Ce n’est pas en laissant se déployer avec permissivité les idéologies qui ont amené à sa destruction que l’avenir de l’Europe peut être bâti, mais en combattant vigoureusement pour ses valeurs humanistes fondamentales.

Il en va de la nature de notre destin partagé.

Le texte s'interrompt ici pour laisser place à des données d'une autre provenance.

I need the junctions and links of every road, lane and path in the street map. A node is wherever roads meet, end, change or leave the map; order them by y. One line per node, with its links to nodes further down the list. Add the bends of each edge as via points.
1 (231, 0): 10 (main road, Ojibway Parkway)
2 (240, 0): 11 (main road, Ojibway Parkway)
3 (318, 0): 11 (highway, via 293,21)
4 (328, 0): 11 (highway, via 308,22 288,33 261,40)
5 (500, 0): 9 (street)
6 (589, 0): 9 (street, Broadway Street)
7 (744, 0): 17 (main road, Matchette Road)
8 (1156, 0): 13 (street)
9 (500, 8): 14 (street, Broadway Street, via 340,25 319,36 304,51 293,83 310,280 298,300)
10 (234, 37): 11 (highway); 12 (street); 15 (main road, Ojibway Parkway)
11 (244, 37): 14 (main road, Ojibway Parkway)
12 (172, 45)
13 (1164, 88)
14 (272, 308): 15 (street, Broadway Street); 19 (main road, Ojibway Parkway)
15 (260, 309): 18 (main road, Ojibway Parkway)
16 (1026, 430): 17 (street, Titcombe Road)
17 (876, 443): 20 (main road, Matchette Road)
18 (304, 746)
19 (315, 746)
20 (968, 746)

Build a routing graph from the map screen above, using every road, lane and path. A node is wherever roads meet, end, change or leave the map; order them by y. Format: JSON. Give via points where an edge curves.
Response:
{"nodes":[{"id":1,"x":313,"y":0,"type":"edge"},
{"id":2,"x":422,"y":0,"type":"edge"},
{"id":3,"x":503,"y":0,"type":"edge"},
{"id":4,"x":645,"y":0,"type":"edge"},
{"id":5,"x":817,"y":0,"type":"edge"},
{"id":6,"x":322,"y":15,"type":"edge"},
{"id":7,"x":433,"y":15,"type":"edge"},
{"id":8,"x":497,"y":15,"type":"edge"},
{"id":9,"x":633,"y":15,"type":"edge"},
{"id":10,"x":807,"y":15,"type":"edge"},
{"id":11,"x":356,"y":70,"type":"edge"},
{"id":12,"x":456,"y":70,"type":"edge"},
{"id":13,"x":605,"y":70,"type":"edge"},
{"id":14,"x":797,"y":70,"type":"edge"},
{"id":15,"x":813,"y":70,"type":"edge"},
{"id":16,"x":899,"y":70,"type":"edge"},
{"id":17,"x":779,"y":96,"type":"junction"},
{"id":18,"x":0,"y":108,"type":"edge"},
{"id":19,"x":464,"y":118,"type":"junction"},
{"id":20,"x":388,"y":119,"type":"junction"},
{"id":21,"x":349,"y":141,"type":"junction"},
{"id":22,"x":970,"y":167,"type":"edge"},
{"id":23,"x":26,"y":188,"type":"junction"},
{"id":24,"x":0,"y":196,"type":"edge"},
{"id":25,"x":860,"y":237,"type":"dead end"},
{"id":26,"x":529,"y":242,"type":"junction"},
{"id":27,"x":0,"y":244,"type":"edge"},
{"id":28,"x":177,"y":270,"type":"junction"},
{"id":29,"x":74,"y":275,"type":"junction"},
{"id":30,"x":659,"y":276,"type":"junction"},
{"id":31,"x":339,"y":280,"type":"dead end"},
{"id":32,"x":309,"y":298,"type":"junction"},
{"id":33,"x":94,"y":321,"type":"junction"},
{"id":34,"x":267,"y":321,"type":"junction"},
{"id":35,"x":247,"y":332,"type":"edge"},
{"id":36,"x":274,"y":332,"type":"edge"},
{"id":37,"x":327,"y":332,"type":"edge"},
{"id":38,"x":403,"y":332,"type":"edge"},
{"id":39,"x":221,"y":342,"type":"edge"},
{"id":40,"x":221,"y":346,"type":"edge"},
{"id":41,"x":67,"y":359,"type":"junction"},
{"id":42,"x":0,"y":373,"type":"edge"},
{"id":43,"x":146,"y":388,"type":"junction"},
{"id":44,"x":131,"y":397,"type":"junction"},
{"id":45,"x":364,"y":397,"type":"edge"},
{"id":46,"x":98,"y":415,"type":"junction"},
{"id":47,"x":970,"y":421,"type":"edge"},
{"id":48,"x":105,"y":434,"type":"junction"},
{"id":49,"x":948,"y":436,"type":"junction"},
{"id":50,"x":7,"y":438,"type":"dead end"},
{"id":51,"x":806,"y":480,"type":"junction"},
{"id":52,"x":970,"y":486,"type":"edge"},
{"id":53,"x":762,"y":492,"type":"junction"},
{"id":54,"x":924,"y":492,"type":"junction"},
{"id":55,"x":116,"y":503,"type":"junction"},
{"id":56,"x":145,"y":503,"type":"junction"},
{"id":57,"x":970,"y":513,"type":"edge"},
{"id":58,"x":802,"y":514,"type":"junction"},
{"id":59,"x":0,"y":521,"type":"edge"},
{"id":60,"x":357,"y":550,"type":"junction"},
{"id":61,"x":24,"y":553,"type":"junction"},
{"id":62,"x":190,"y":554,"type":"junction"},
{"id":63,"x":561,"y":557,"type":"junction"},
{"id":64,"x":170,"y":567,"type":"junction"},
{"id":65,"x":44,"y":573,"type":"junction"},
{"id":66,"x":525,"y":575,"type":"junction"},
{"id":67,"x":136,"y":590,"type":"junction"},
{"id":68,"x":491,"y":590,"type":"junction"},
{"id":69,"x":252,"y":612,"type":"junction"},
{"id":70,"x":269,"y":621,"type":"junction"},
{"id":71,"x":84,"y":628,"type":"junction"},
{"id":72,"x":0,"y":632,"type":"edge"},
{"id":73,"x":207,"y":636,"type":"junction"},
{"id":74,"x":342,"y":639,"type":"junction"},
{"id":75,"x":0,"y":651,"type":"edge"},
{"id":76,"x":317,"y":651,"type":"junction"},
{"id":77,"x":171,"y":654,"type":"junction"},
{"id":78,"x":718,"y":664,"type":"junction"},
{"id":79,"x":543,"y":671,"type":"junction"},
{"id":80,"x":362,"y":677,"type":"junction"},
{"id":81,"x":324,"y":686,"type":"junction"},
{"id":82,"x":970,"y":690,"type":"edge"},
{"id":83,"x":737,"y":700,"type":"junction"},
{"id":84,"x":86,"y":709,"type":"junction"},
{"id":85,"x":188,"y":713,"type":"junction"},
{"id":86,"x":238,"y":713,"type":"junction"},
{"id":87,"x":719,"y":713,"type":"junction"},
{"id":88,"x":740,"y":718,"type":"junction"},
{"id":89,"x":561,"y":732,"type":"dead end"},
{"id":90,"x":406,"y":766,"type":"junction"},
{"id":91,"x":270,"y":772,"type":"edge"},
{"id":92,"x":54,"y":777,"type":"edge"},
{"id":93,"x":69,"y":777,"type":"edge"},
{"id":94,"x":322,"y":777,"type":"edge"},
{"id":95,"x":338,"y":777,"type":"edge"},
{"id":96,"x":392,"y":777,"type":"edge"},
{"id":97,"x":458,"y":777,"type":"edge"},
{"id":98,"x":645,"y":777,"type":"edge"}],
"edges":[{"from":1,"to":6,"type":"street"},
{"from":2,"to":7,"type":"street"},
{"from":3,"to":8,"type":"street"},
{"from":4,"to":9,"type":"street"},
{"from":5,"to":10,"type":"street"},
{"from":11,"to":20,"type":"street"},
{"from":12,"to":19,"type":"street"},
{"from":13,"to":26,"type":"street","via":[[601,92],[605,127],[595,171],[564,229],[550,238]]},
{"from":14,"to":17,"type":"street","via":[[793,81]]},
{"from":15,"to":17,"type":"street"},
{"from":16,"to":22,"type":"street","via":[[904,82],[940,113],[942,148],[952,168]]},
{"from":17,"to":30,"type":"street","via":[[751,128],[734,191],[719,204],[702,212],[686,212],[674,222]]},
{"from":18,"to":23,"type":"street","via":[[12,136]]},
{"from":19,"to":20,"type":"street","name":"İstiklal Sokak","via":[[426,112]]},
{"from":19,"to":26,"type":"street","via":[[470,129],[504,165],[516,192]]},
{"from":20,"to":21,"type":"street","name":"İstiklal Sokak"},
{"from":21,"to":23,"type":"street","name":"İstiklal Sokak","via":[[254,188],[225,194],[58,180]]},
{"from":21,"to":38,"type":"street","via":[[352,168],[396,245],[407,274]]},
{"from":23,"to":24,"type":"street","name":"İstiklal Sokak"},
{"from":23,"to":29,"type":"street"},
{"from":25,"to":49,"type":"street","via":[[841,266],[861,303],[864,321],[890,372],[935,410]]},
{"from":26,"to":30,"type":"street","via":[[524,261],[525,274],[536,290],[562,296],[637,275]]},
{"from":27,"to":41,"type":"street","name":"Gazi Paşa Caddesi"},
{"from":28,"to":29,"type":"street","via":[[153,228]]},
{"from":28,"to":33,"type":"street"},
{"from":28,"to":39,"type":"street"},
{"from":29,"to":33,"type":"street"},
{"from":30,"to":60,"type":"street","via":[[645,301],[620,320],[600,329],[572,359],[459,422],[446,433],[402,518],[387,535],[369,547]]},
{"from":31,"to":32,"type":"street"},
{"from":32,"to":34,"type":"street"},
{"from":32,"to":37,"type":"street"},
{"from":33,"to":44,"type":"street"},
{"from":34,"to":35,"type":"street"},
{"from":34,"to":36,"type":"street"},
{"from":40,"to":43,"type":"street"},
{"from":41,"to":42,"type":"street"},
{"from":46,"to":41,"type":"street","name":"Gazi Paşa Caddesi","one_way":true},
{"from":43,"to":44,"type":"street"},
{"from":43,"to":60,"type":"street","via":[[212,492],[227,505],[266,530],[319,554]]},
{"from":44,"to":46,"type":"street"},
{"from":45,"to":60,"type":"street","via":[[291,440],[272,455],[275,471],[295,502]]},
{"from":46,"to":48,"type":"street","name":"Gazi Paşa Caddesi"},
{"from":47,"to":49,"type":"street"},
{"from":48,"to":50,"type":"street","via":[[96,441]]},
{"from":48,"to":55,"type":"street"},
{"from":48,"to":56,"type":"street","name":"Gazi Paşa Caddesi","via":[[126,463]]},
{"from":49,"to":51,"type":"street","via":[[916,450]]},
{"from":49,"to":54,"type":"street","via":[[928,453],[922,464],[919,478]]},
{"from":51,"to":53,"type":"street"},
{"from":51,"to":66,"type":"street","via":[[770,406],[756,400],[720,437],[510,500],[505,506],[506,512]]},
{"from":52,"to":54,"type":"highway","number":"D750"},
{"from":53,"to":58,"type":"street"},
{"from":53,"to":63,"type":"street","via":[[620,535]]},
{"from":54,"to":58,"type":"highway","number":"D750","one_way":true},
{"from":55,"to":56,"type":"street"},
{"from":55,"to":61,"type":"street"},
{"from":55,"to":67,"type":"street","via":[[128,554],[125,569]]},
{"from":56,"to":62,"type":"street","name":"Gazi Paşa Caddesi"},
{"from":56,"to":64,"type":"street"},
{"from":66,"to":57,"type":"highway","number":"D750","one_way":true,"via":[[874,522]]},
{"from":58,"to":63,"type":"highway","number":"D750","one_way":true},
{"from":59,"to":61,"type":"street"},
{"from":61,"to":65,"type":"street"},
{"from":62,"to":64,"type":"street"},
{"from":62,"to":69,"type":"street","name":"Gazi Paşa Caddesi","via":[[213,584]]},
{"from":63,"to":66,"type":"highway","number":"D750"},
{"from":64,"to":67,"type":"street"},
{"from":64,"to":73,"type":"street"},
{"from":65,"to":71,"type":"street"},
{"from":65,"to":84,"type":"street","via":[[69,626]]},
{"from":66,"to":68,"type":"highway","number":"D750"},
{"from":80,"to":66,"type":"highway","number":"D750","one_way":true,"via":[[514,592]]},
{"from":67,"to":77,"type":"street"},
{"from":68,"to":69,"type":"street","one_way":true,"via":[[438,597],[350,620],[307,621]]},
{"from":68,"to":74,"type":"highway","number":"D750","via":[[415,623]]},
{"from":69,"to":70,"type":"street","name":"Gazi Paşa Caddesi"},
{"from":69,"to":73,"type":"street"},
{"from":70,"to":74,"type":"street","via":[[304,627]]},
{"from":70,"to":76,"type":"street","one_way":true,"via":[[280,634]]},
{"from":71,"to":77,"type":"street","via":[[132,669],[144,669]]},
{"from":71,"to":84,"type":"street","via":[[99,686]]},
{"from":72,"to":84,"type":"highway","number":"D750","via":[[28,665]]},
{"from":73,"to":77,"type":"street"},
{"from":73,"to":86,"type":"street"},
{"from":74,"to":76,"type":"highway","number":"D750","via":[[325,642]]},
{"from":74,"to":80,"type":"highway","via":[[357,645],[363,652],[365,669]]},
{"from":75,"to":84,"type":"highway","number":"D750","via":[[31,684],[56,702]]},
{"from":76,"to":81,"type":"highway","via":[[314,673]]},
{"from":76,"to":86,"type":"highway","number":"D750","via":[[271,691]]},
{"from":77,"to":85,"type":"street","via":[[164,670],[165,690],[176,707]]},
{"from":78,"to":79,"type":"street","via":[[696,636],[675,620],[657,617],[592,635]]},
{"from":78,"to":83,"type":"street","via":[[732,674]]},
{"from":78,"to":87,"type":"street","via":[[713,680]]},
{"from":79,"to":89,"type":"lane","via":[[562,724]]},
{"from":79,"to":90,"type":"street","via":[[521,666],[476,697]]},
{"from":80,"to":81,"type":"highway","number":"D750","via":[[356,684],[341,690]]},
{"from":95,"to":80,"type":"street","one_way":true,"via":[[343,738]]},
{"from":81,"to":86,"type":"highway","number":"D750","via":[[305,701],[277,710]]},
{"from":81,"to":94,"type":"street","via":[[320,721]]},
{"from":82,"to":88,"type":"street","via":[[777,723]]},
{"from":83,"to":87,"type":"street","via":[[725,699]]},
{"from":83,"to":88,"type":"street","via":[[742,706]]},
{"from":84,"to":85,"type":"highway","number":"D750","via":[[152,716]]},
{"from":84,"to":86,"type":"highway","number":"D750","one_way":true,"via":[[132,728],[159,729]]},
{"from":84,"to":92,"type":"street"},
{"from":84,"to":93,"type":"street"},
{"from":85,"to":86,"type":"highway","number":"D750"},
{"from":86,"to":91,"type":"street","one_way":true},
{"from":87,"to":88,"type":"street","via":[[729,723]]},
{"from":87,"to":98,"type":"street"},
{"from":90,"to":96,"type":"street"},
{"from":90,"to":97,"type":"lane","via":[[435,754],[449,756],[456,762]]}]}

Appel lancé avec: Beate et Serge Klarsfeld, dirigeants des Fils et Filles de déportés juifs de France, ambassadeurs honoraires et envoyés spéciaux de l’Unesco pour l’enseignement de l’histoire de la Shoah et la prévention du génocide (Allemagne et France), José Ramos-Horta, Prix Nobel de la paix, ancien président de la République démocratique du Timor-Oriental, Miguel Angel Moratinos, ancien ministre des Affaires étrangères (Espagne), Kim Campbell, ancienne première ministre du Canada, présidente du World Movement for Democracy (Canada), Livia Fränkel, présidente de l’Association des rescapés de la Shoah (Suède), Vojtěch Blodig, directeur adjoint du Mémorial du camp de concentration de Terezin (République tchèque), Danis Tanovic, cinéaste (Bosnie-Herzégovine), Rithy Panh, écrivain, cinéaste (Cambodge, France), Oliviero Toscani, artiste plasticien (Italie), Jovan Divjak, ancien général commandant le 1er Corps d’armée de l’armée de la République de Bosnie et d’Herzégovine, défenseur de Sarajevo assiégée, directeur exécutif de Education Builds Bosnia and Herzegovina (Bosnie-Herzégovine), Richard Prasquier, vice-président de la Fondation pour la mémoire de la Shoah, ancien président du Conseil représentatif des institutions juives de France – CRIF, ancien président de Yad Vashem France, Pascal Bruckner, essayiste (France), Willy Silberstein, président du Comité suédois contre l’antisémitisme (Suède), Evelynne Garbacz, directrice des programmes de la Fondation Yad Vashem (Grande-Bretagne), Gérard Biard, rédacteur en chef de Charlie Hebdo (France), Naomi Kramer, présidente de la Fondation pour la prévention des génocides et l’éducation sur la Shoah (Canada), Oriol López Badell, coordinateur de l’Observatoire européen des mémoires (Espagne), Alain Goldschläger, ancien président du comité académique de l’International Holocaust Remembrance Alliance, professeur (Canada), Felicia Waldman, professeure au Goldstein Goren Center for Hebrew Studies de l’Université de Bucarest, cheffe adjointe de délégation nationale à l’International Holocaust Remembrance Alliance (Roumanie), Jacques Smits, directeur des Territoires de la mémoire (Belgique).